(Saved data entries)
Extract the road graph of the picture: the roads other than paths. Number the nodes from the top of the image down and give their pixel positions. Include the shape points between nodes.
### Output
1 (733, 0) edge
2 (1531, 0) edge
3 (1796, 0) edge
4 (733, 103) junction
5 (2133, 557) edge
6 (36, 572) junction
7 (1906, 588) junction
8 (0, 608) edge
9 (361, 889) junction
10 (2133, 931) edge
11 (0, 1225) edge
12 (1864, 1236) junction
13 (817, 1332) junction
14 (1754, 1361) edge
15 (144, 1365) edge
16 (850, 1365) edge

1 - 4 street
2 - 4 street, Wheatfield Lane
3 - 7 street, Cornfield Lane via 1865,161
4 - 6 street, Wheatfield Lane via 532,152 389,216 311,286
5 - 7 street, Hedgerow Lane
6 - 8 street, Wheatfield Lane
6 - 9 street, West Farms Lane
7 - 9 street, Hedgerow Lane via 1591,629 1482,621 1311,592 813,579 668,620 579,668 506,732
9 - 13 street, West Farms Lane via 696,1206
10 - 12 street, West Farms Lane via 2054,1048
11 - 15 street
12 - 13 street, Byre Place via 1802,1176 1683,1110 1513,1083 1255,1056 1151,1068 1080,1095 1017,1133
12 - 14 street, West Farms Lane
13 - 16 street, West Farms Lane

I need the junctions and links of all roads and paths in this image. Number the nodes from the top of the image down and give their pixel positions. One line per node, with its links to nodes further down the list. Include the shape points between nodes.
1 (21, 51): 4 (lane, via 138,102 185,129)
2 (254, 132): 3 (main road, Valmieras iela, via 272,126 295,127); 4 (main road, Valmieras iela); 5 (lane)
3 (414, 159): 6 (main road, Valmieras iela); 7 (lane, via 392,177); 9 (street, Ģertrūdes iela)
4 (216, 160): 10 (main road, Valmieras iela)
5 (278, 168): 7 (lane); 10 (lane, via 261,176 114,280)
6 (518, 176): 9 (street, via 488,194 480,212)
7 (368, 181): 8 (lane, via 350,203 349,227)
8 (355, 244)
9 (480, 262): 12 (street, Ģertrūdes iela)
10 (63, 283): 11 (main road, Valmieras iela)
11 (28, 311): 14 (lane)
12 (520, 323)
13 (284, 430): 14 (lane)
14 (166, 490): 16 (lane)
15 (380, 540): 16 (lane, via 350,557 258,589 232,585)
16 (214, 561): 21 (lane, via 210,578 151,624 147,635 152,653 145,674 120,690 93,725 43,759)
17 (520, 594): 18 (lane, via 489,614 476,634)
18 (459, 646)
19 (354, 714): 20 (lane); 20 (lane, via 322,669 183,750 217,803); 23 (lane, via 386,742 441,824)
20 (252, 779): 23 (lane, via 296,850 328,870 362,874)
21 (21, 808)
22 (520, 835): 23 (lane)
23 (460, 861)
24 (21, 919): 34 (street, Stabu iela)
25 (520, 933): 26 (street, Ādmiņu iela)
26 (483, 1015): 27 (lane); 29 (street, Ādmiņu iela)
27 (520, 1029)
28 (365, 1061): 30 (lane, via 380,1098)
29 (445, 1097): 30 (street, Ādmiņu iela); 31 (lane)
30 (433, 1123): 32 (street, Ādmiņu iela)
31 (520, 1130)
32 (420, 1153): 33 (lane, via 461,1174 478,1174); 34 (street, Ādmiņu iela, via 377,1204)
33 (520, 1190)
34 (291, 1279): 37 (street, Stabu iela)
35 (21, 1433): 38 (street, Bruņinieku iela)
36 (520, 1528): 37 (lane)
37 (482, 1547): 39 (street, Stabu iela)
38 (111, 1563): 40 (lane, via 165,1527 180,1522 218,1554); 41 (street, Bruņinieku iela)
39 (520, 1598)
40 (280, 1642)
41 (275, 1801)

● **REQUIRED ACTION**: From the entries above, copy each line that holds "Number".

● **EXPECTED ANSWER**:
Extract the road graph of the picture: the roads other than paths. Number the nodes from the top of the image down and give their pixel positions. Include the shape points between nodes.
I need the junctions and links of all roads and paths in this image. Number the nodes from the top of the image down and give their pixel positions. One line per node, with its links to nodes further down the list. Include the shape points between nodes.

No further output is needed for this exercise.